This month, Grace Jones’ much-loved hit “Slave To The Rhythm” turns 30. With it’s deep, rolling rhythms and Jones’ characteristic growl (“I’m just playing around, baby”), the track is just as sexy and brimming with life as it’s first radio play in 1985. But it was the highly influential Jean-Paul Goude-directed video that really made its mark on pop culture’s perilous landscape. From the first scene where Jones’ striking, flat-topped face is chopped into seven parts and outstretched, to the subtle, iconoclastic comments on sexuality and race, to a never-ending merry-go-round of outfits, “Slave to the Rhythm” is the perfect embodiment of Goude’s distinctive vision and Jones’ flawless flair for style. To celebrate the 30th anniversary of a track and video that broke moulds, we’ve charted five of Jones’ most definitive fashion moments, from her predication for nakedness to the time she dressed up as a tarantula.

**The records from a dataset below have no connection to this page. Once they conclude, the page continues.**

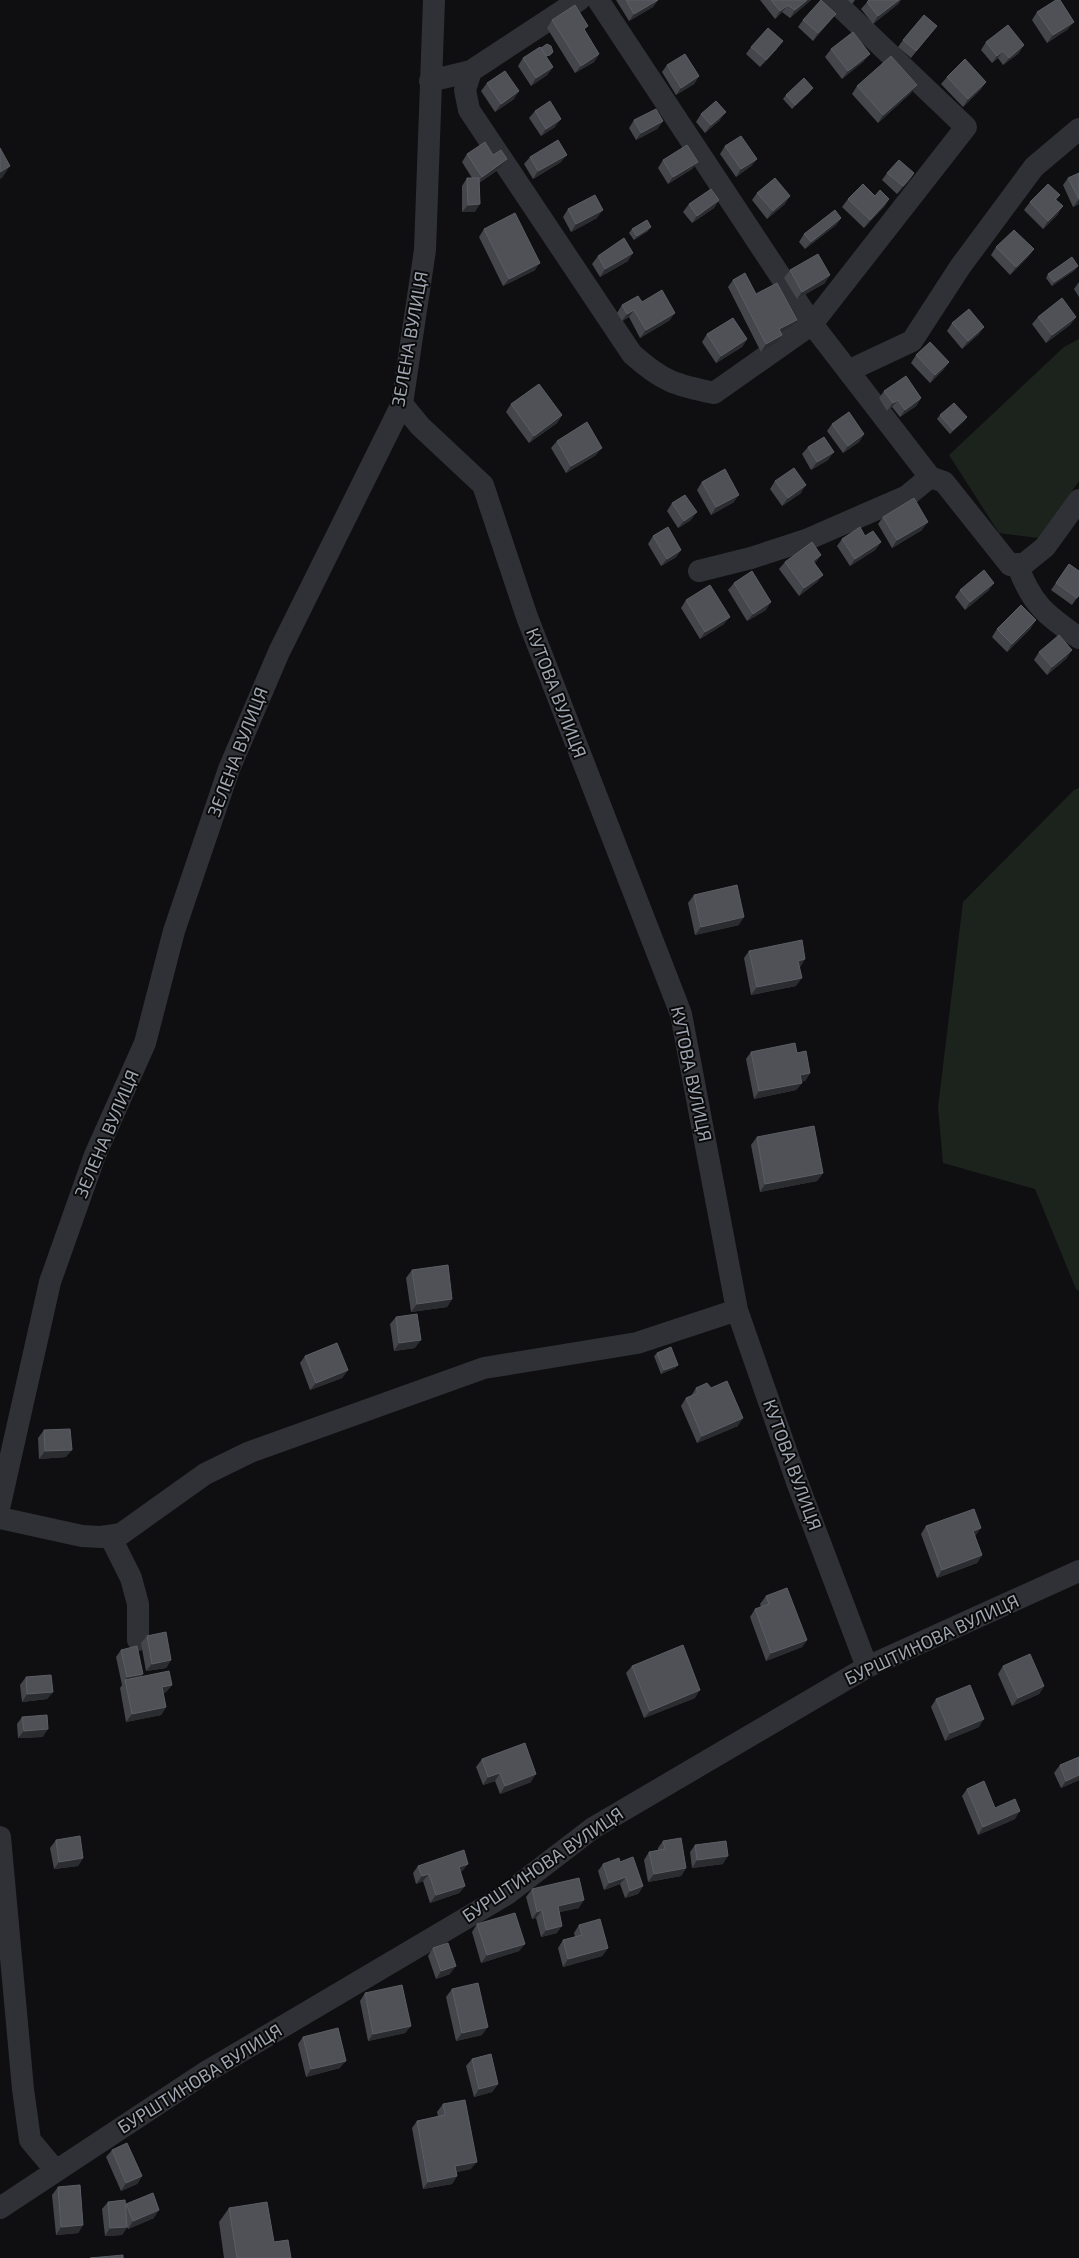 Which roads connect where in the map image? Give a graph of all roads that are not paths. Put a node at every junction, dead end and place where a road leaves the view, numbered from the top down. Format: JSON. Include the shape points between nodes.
{"nodes":[{"id":1,"x":434,"y":0,"type":"edge"},
{"id":2,"x":579,"y":0,"type":"edge"},
{"id":3,"x":598,"y":0,"type":"edge"},
{"id":4,"x":833,"y":0,"type":"edge"},
{"id":5,"x":471,"y":72,"type":"junction"},
{"id":6,"x":430,"y":81,"type":"junction"},
{"id":7,"x":1079,"y":128,"type":"edge"},
{"id":8,"x":812,"y":324,"type":"junction"},
{"id":9,"x":848,"y":371,"type":"junction"},
{"id":10,"x":402,"y":404,"type":"junction"},
{"id":11,"x":930,"y":477,"type":"junction"},
{"id":12,"x":1079,"y":500,"type":"edge"},
{"id":13,"x":1018,"y":564,"type":"junction"},
{"id":14,"x":699,"y":571,"type":"dead end"},
{"id":15,"x":1079,"y":638,"type":"edge"},
{"id":16,"x":736,"y":1310,"type":"junction"},
{"id":17,"x":0,"y":1504,"type":"edge"},
{"id":18,"x":0,"y":1518,"type":"edge"},
{"id":19,"x":110,"y":1536,"type":"junction"},
{"id":20,"x":1079,"y":1571,"type":"edge"},
{"id":21,"x":138,"y":1640,"type":"dead end"},
{"id":22,"x":867,"y":1667,"type":"junction"},
{"id":23,"x":0,"y":1837,"type":"edge"},
{"id":24,"x":56,"y":2171,"type":"junction"},
{"id":25,"x":0,"y":2208,"type":"edge"}],
"edges":[{"from":1,"to":6,"type":"street","name":"ЗЕЛЕНА ВУЛИЦЯ"},
{"from":2,"to":5,"type":"street"},
{"from":3,"to":8,"type":"street"},
{"from":4,"to":8,"type":"street","via":[[966,127]]},
{"from":5,"to":6,"type":"street"},
{"from":5,"to":8,"type":"street","via":[[465,90],[469,110],[632,354],[654,374],[680,386],[714,393]]},
{"from":6,"to":10,"type":"street","name":"ЗЕЛЕНА ВУЛИЦЯ","via":[[426,250]]},
{"from":7,"to":9,"type":"street","via":[[1034,167],[960,268],[912,341]]},
{"from":8,"to":9,"type":"street"},
{"from":9,"to":11,"type":"street"},
{"from":10,"to":16,"type":"street","name":"КУТОВА ВУЛИЦЯ","via":[[420,426],[483,485],[527,617],[681,1014]]},
{"from":10,"to":17,"type":"street","name":"ЗЕЛЕНА ВУЛИЦЯ","via":[[279,652],[229,769],[174,931],[145,1043],[95,1155],[50,1282]]},
{"from":11,"to":13,"type":"street","via":[[944,482],[1010,565]]},
{"from":11,"to":14,"type":"street","via":[[907,496],[814,536],[751,558]]},
{"from":12,"to":13,"type":"street","via":[[1045,547],[1024,564]]},
{"from":13,"to":15,"type":"street","via":[[1026,587],[1044,613]]},
{"from":16,"to":19,"type":"street","via":[[637,1343],[484,1368],[250,1452],[205,1474],[121,1534]]},
{"from":16,"to":22,"type":"street","name":"КУТОВА ВУЛИЦЯ"},
{"from":18,"to":19,"type":"street","via":[[82,1536]]},
{"from":19,"to":21,"type":"street","via":[[131,1578],[138,1604]]},
{"from":20,"to":22,"type":"street","name":"БУРШТИНОВА ВУЛИЦЯ"},
{"from":22,"to":24,"type":"street","name":"БУРШТИНОВА ВУЛИЦЯ","via":[[593,1828],[507,1894],[206,2072]]},
{"from":23,"to":24,"type":"street","via":[[30,2140]]},
{"from":24,"to":25,"type":"street","name":"БУРШТИНОВА ВУЛИЦЯ"}]}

“I feel feminine when I feel feminine, I feel masculine when I feel masculine – I am a role switcher,” Grace Jones told us in an interview last month, and nowhere is this predication for skewing gender norms clearer than in her slew of iconic suits, from the fierce, black-angled jacket on the cover of Nightclubbing, to the double-breasted, slate-grey suit (above). With her closely-shaven flat top and leather gloves, Jones’ style embodied the word ‘queer’ long before the term was widely used. And this fearless look would go on to be imitated time and time again, whether on the shoulders of Janelle Monáe, or the catwalks of Jean Paul Gaultier.
FUR TARANTULA
Grace Jonesvia missgracejones.tumblr.com
If Grace Jones has taught us one thing (she’s taught us lots of things, but lets pretend for a moment she’s taught us one) it’s that fur (faux for the non-evil, obviously) can be worn in an endless multitude of ways. From spreading yourself across a pile of Fendis, to being shot by Andy Warhol in head-to-toe ice-white or casually slinging a fur wrap around your shoulders like in James Bond’s View To A Kill, there is no one way to wear it. My personal fave is the time Jones essentially dressed up as a tarantula (above), wearing a skin-tight metallic bodysuit, a little beige hood and twenty “legs” dangling around her.
MONOCHROME GRAFFITI
Grace Jones being painted by Keith Haringvia missgracejones.tumblr.com
Grace Jones and New York artist Keith Haring are a match made in style heaven, and their collaborative energy once spawned this completely off-the-wall outfit for her role as deranged vampire stripper in 1986’s camp sci-fi classic Vamp. This isn’t the only iconic creation that the pair dreamt up, though. Haring also painted the singer with his characteristic black-and-white pictograms for an image shot by cult NSFW photographer Robert Mapplethorpe, as well as for some of her most unique stage get-ups. It’s a look that has since been copied by countless artists, including Rihanna in her iconoclastic, animation-heavy video for “Rude Boy”.
BIRTHDAY SUIT
Grace Jones on the cover of ‘Slave to the Rhythm’Photography by Jean-Paul Goude
As much as Jones loves dressing up, she loves dressing down a hell of a lot more. Nowhere is her nakedness more flagrantly celebrated than in this beautiful and iconic image, where her oiled, outstretched limbs transform her into a statuesque, towering life force. The photograph appeared on the cover of 1985’s Island Life, and was shot by long-time collaborator and then-partner Jean-Paul Goude, who has since shot Kim Kardashian in a similar style – a fact that Jones is unhappy with, as she explained in her memoir: “When he took a photograph of Kim Kardashian with a champagne glass perched on her ass in an impossible pose like the ones he did with me over thirty-five years ago, I asked him why he was giving her – a basic commercial product – his ideas?”
KARL LAGERFELD GLADIATOR
Grace Jonesvia missgracejones.tumblr.com
This gigantic, gladetorial Karl Lagerfeld hat and bondage-style strap dress has a story behind it – just like all the best outfits do. Jones wore it to the 1983 Grammy Awards and it was chosen because it looked like a ‘winners outfit’ and she was nominated for her “One Man Show” video. However, following the event, she was not allowed into the after party because she’d lost her invite. “There was a really long hallway in this big building where the party was,” she explained in her memoir. “I let out a huge scream that lasted as long as I could make it as we left the building. The police were called, and they were going to arrest me for disturbing the peace.” Well, at least she looked fabulous.